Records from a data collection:

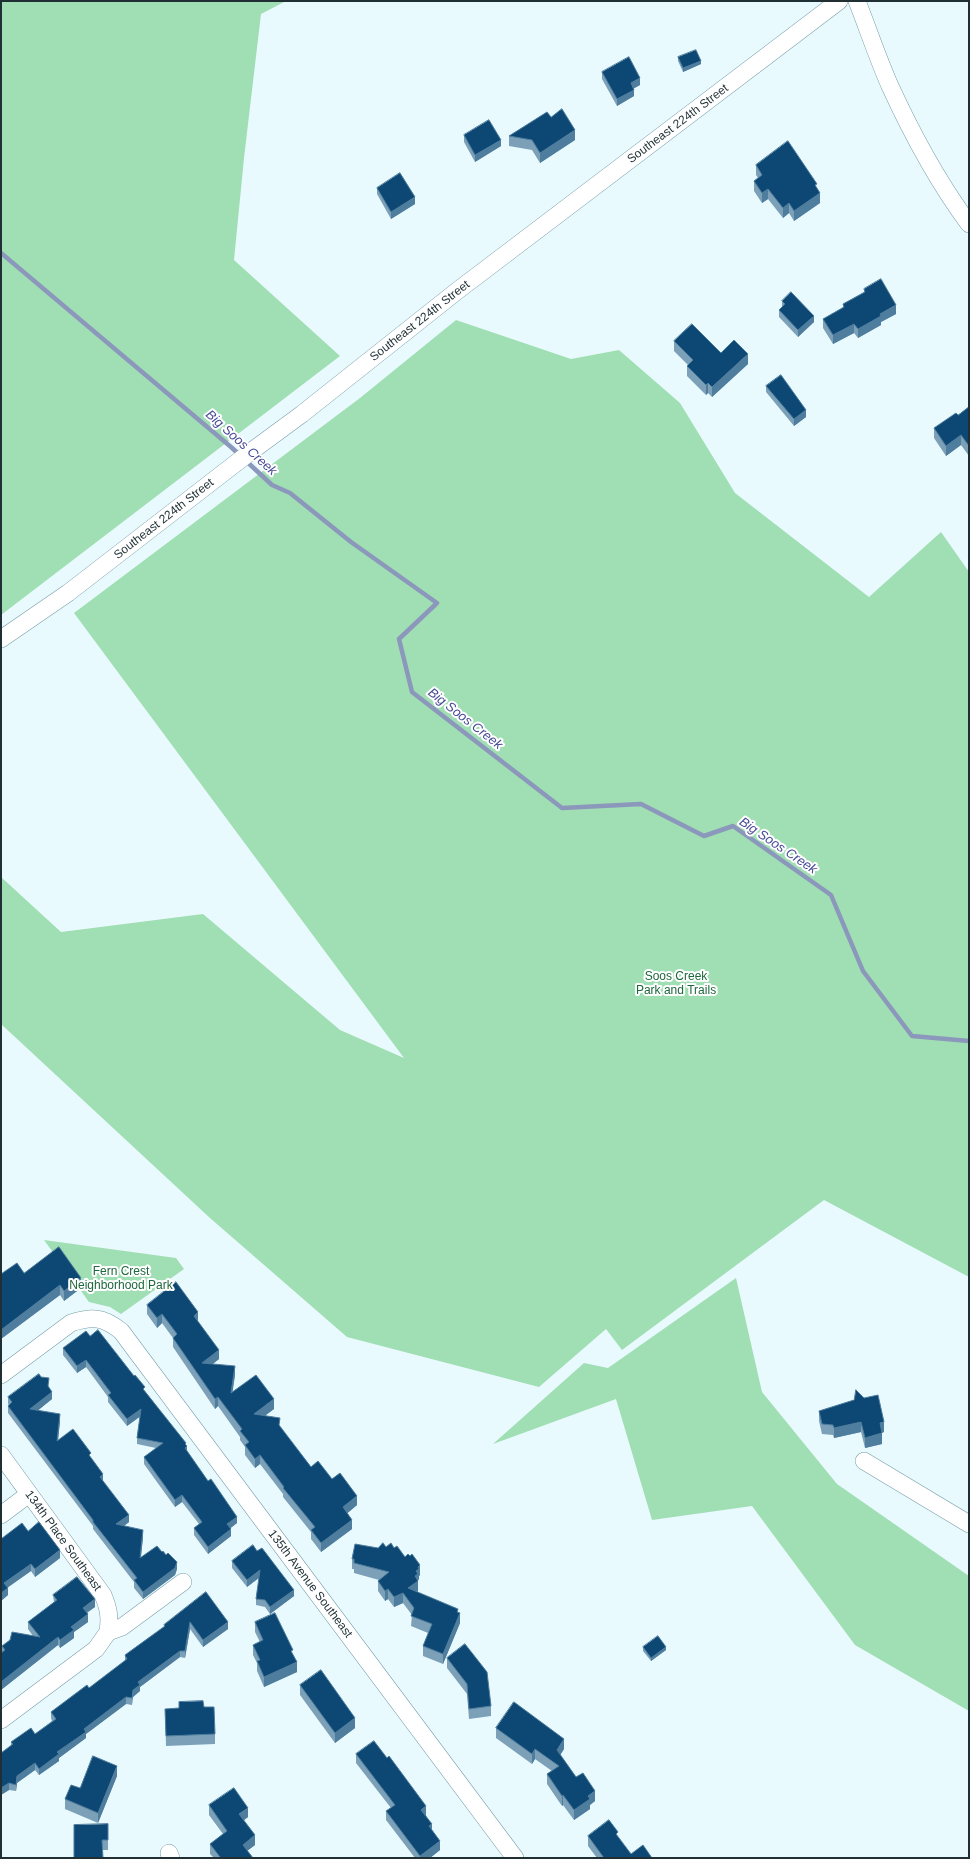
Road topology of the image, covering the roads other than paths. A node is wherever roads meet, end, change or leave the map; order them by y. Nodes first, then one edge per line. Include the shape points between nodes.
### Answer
1 (839, 1) edge
2 (857, 1) edge
3 (969, 224) edge
4 (1, 639) edge
5 (1, 1375) edge
6 (1, 1455) edge
7 (864, 1461) dead end
8 (29, 1494) junction
9 (1, 1515) edge
10 (969, 1524) edge
11 (183, 1582) dead end
12 (108, 1632) junction
13 (1, 1720) edge
14 (515, 1858) edge

1 - 4 street, Southeast 224th Street via 457,291 68,594
2 - 3 street via 890,86 925,156
5 - 14 street, 135th Avenue Southeast via 71,1323 99,1318 108,1321 120,1331
6 - 8 street, 134th Place Southeast
7 - 10 street
8 - 9 street
8 - 12 street, 134th Place Southeast via 103,1595 109,1609
11 - 12 street via 122,1627
12 - 13 street via 96,1649

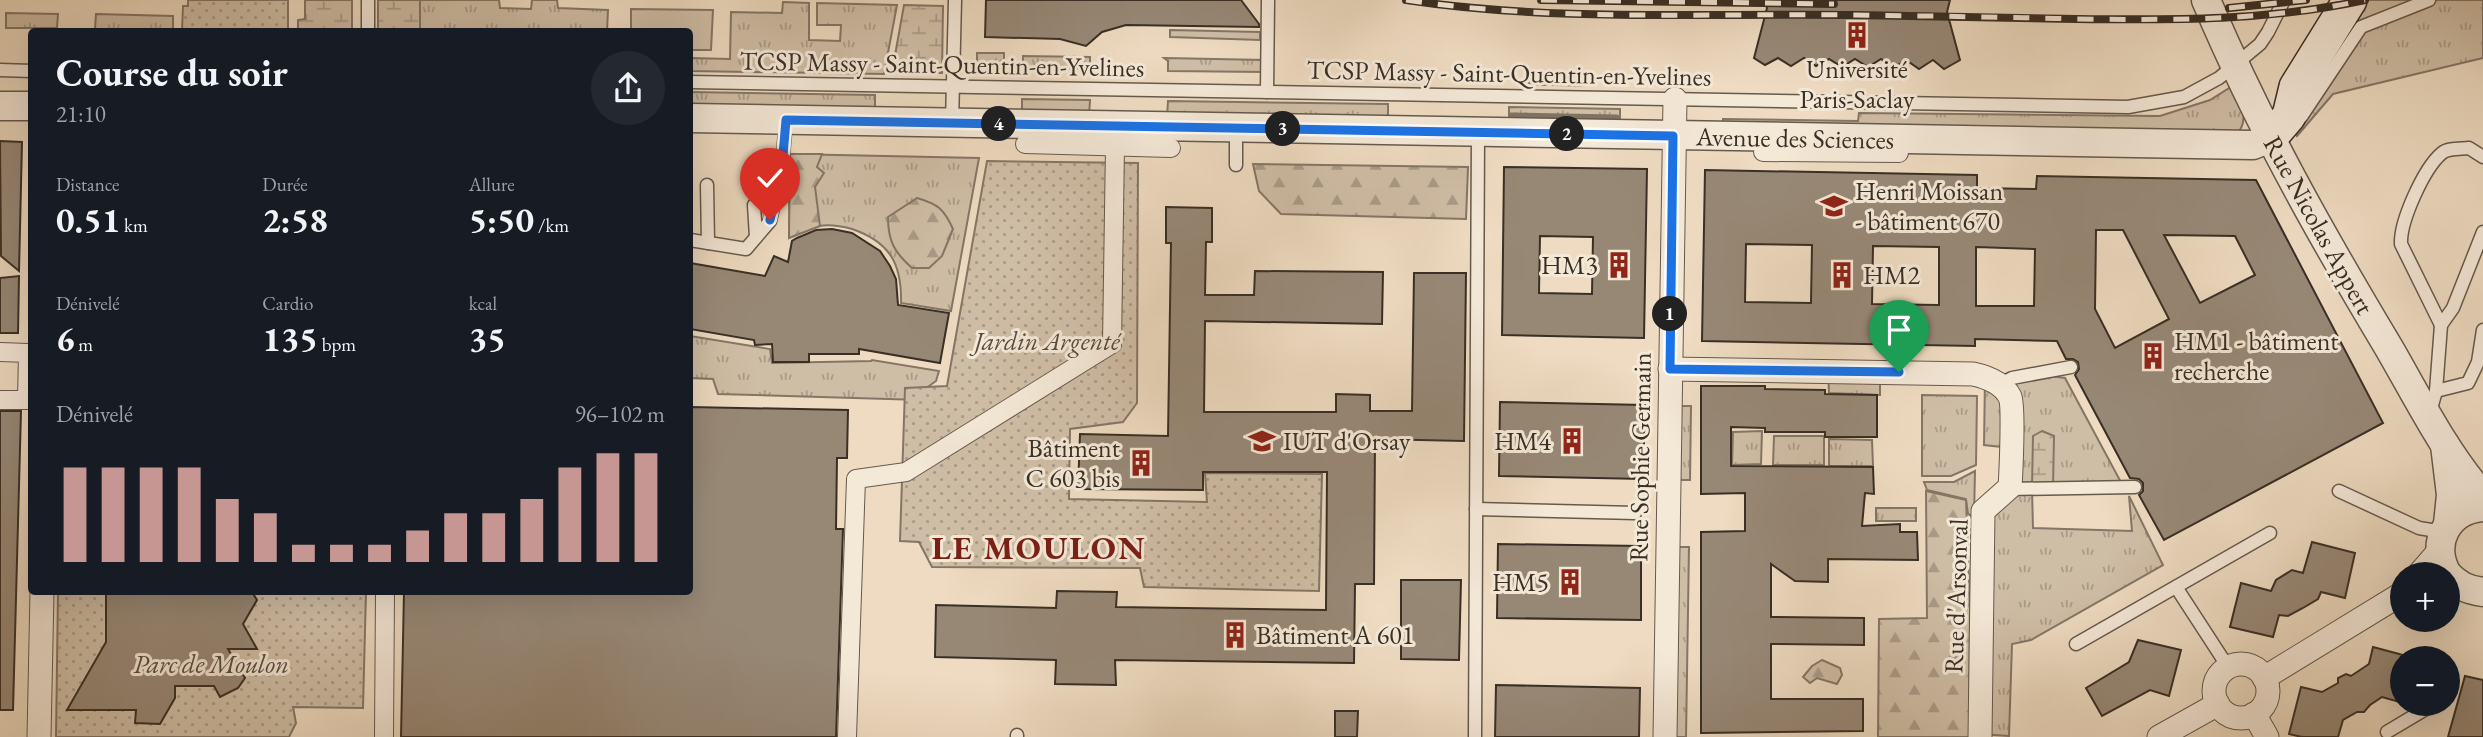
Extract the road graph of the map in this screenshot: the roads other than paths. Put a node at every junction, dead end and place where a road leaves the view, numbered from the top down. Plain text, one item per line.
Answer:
1 (368, 0) edge
2 (955, 0) edge
3 (1268, 0) edge
4 (2206, 0) edge
5 (2284, 0) edge
6 (2350, 0) edge
7 (2429, 0) edge
8 (368, 28) edge
9 (2234, 67) junction
10 (0, 70) edge
11 (28, 71) edge
12 (693, 82) edge
13 (953, 86) junction
14 (1267, 92) junction
15 (1675, 99) junction
16 (0, 106) edge
17 (28, 106) edge
18 (693, 118) edge
19 (786, 120) junction
20 (952, 123) junction
21 (1236, 128) junction
22 (1478, 133) junction
23 (1673, 136) junction
24 (2271, 141) junction
25 (1123, 143) junction
26 (1025, 144) dead end
27 (1171, 148) dead end
28 (1763, 152) dead end
29 (2038, 153) dead end
30 (2483, 157) edge
31 (1236, 165) dead end
32 (707, 185) dead end
33 (754, 205) dead end
34 (2483, 232) edge
35 (756, 237) junction
36 (693, 240) edge
37 (708, 243) junction
38 (2441, 325) junction
39 (2483, 330) edge
40 (0, 352) edge
41 (2071, 368) dead end
42 (1670, 369) junction
43 (2000, 384) junction
44 (0, 400) edge
45 (2432, 403) junction
46 (2445, 442) junction
47 (2135, 487) dead end
48 (2010, 489) junction
49 (2339, 491) dead end
50 (2483, 496) edge
51 (2483, 507) edge
52 (1476, 509) junction
53 (1635, 513) dead end
54 (2270, 533) dead end
55 (2449, 562) edge
56 (2452, 562) edge
57 (2452, 562) edge
58 (2176, 587) junction
59 (41, 595) edge
60 (385, 595) edge
61 (2390, 601) edge
62 (2076, 644) dead end
63 (2228, 667) junction
64 (2264, 678) junction
65 (2218, 704) junction
66 (2255, 713) junction
67 (2415, 716) edge
68 (2385, 735) edge
69 (39, 737) edge
70 (384, 737) edge
71 (847, 737) edge
72 (1475, 737) edge
73 (1665, 737) edge
74 (1980, 737) edge
75 (2160, 737) edge
76 (2267, 737) edge

1 - 8 lane
2 - 13 lane
3 - 14 lane
4 - 9 street, Rue Nicolas Appert
5 - 9 lane, TCSP Massy - Saint-Quentin-en-Yvelines
6 - 24 main road
7 - 24 lane
9 - 15 lane, TCSP Massy - Saint-Quentin-en-Yvelines
9 - 24 street, Rue Nicolas Appert
10 - 11 lane
12 - 13 lane, TCSP Massy - Saint-Quentin-en-Yvelines
13 - 14 lane, TCSP Massy - Saint-Quentin-en-Yvelines
13 - 20 lane
14 - 15 lane, TCSP Massy - Saint-Quentin-en-Yvelines
15 - 23 street, Rue Sophie Germain
16 - 17 street
18 - 19 street, Avenue des Sciences
19 - 20 street, Avenue des Sciences
19 - 35 lane
20 - 21 street, Avenue des Sciences
21 - 22 street, Avenue des Sciences
21 - 31 lane
22 - 23 street, Avenue des Sciences
22 - 52 lane
23 - 24 street, Avenue des Sciences
23 - 42 street, Rue Sophie Germain
24 - 45 street, Rue Nicolas Appert
25 - 26 street
25 - 27 street
25 - 71 street
28 - 29 street
30 - 38 lane
32 - 37 lane
33 - 35 lane
34 - 38 lane
35 - 37 lane
36 - 37 lane
38 - 45 lane
39 - 45 lane
40 - 44 street
41 - 43 lane
42 - 43 street
42 - 73 street, Rue Sophie Germain
43 - 48 street
45 - 46 street, Rue Nicolas Appert
46 - 50 street, Rue Nicolas Appert
46 - 56 street, Rue Nicolas Appert
47 - 48 lane
48 - 74 street, Rue d'Arsonval
49 - 55 lane
51 - 57 street
52 - 53 lane
52 - 72 lane
54 - 58 lane
58 - 62 lane
58 - 63 lane
59 - 69 street
60 - 70 street
61 - 64 street
63 - 64 street
63 - 65 street
64 - 66 street
65 - 66 street
65 - 75 street
66 - 76 street
67 - 68 lane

Task to complete: Every line of the records above where the string "Sophie" is found should be copied.

Reply to the task:
15 - 23 street, Rue Sophie Germain
23 - 42 street, Rue Sophie Germain
42 - 73 street, Rue Sophie Germain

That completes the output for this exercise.